Aprendí más con las películas de Disney que en la escuela. Ahora que soy un adulto, sigo frecuentándolas y nunca me decepcionan. Es cierto que algunas obras menores se despeñan por un sentimentalismo algo tonto, pero es un detalle aislado y no afecta a los grandes clásicos. Ahora que los energúmenos claman contra las pateras, acusando a los inmigrantes de ser los nuevos hunos, convendría volver a ver Dumbo, donde se muestra la crueldad que soportan los seres diferentes, los que no encajan en los esquemas de la mayoría. Tendemos a menospreciar a los indigentes, a los que viven en la calle, soportando la precariedad, las incidencias climatológicas y el desprecio de los satisfechos, olvidando que los héroes muchas veces deambulan por los márgenes de la sociedad. Es el caso de Golfo, el perro callejero de La dama y el vagabundo. Siempre bajo sospecha, hostigado por la policía y las personas biempensantes, Golfo, un mestizo con un gran valentía e ingenio, salvará a un bebé de ser devorado por una rata.
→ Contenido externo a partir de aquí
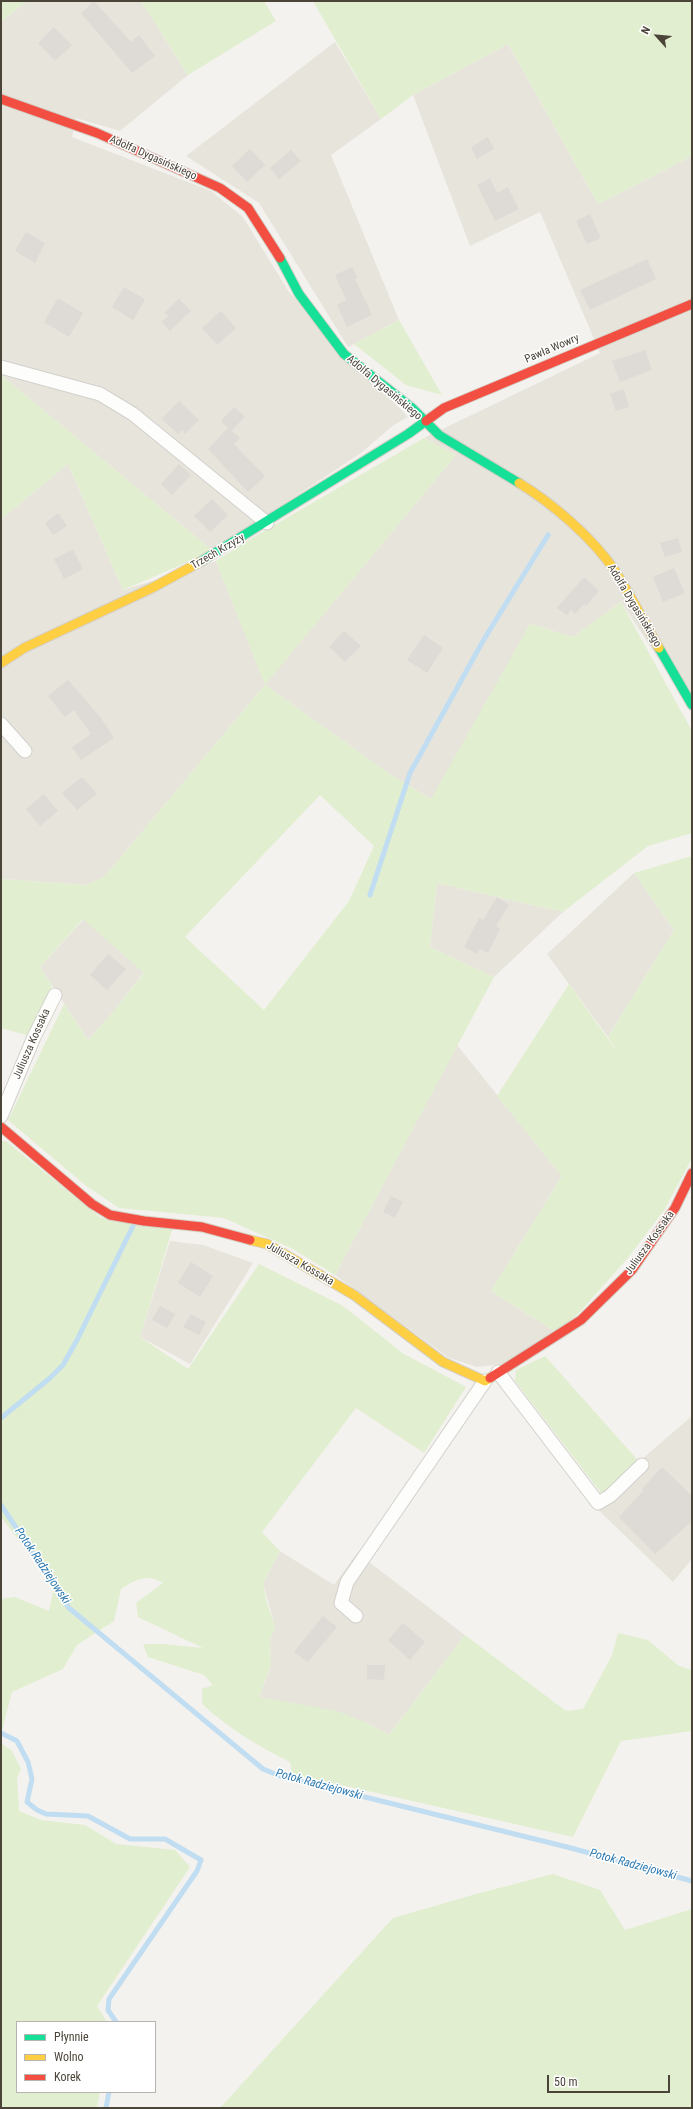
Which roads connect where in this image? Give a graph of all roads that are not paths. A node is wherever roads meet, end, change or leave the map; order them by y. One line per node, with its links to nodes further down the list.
1 (1, 99): 4 (street, Adolfa Dygasińskiego)
2 (692, 304): 4 (street, Pawła Wowry)
3 (1, 367): 5 (street)
4 (425, 422): 5 (street, Trzech Krzyży); 7 (street, Adolfa Dygasińskiego)
5 (267, 523): 6 (street, Trzech Krzyży)
6 (1, 663)
7 (692, 705)
8 (1, 724): 9 (street)
9 (25, 751)
10 (55, 994): 11 (street, Juliusza Kossaka)
11 (1, 1116)
12 (1, 1127): 15 (street, Juliusza Kossaka)
13 (692, 1173): 14 (street, Juliusza Kossaka)
14 (498, 1372): 15 (street, Juliusza Kossaka); 16 (street)
15 (485, 1381): 17 (street, Juliusza Kossaka)
16 (642, 1465)
17 (356, 1616)

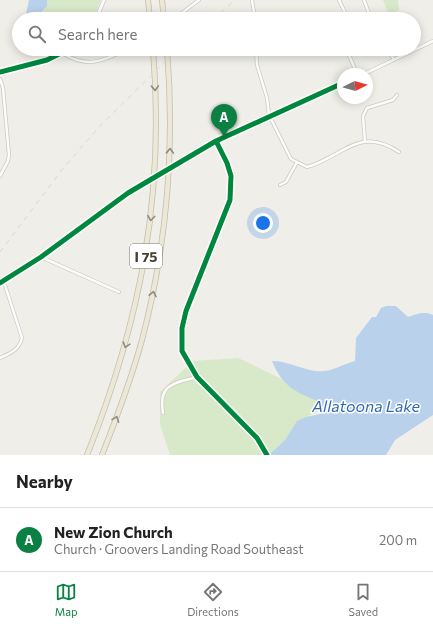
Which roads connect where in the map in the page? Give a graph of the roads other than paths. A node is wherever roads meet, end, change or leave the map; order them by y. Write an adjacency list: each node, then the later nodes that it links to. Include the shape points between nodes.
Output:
1 (104, 0): 8 (street)
2 (148, 0): 9 (highway)
3 (162, 0): 10 (highway)
4 (199, 0): 11 (street)
5 (252, 0): 12 (street)
6 (339, 0): 13 (street)
7 (364, 0): 14 (street)
8 (99, 12)
9 (149, 12)
10 (163, 12)
11 (183, 12)
12 (254, 12)
13 (345, 12)
14 (368, 12)
15 (433, 41): 16 (street)
16 (421, 47)
17 (55, 56): 29 (street, via 39,63)
18 (69, 56): 19 (street, via 83,62 100,62)
19 (113, 56)
20 (153, 56): 47 (highway, I 75, one-way to 47, via 156,160 148,244 128,337)
21 (167, 56): 48 (highway, I 75, one-way to 21, via 135,365 159,263 169,172 170,94)
22 (256, 56): 33 (street)
23 (349, 56): 27 (street)
24 (392, 56): 26 (street)
25 (402, 56): 26 (street)
26 (394, 60): 28 (street)
27 (354, 68)
28 (373, 70)
29 (0, 72)
30 (0, 79): 38 (street, via 4,88 9,155)
31 (337, 86): 33 (street)
32 (397, 95): 35 (street, via 393,100 368,108 363,116)
33 (269, 115): 34 (street); 37 (street, via 286,151 291,159)
34 (216, 140): 40 (street, bridge, via 138,187); 45 (street, via 227,163 231,187 230,200 186,311 182,328 182,351)
35 (365, 142): 36 (street, via 375,141); 37 (street, via 350,146 314,165 307,167)
36 (399, 152)
37 (297, 162): 39 (street, via 286,182)
38 (0, 176)
39 (280, 185)
40 (42, 257): 41 (street); 43 (street)
41 (4, 282): 42 (street); 44 (street, via 22,338 14,352)
42 (0, 283)
43 (119, 292)
44 (0, 358)
45 (197, 377): 46 (street, via 179,382 164,392 161,402); 49 (street, via 257,438)
46 (163, 413)
47 (87, 455)
48 (102, 455)
49 (267, 455)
Su gesto de coraje me recuerda a Mamoudu Gassama, un inmigrante de Malí que salvó en Francia a un niño de caer al vacío desde el cuatro piso de un edificio. El niño se había quedado colgando del balcón y Mamoudu no lo pensó dos veces: escaló por la fachada, jugándose la vida hasta que pudo rescatarlo. Imagino que hasta entonces los ciudadanos con prejuicios xenófobos y racistas no le escatimaban las miradas despectivas, semejantes a las que sufría Golfo. Disney colaboró con el macartismo, denunciando a líderes sindicales y trabajó como agente del FBI en la cruzada anticomunista impulsada por J. Edgar Hoover. Por suerte, las obras de arte gozan de una sorprendente autonomía y trascienden la miseria de sus creadores. Las películas de Disney son un alegato a favor de la libertad, la alegría y el inconformismo. Algunos dicen que fomentan los estereotipos raciales y machistas, pero yo cada vez que veo a los indios de Peter Pan deseo convertirme en un piel roja.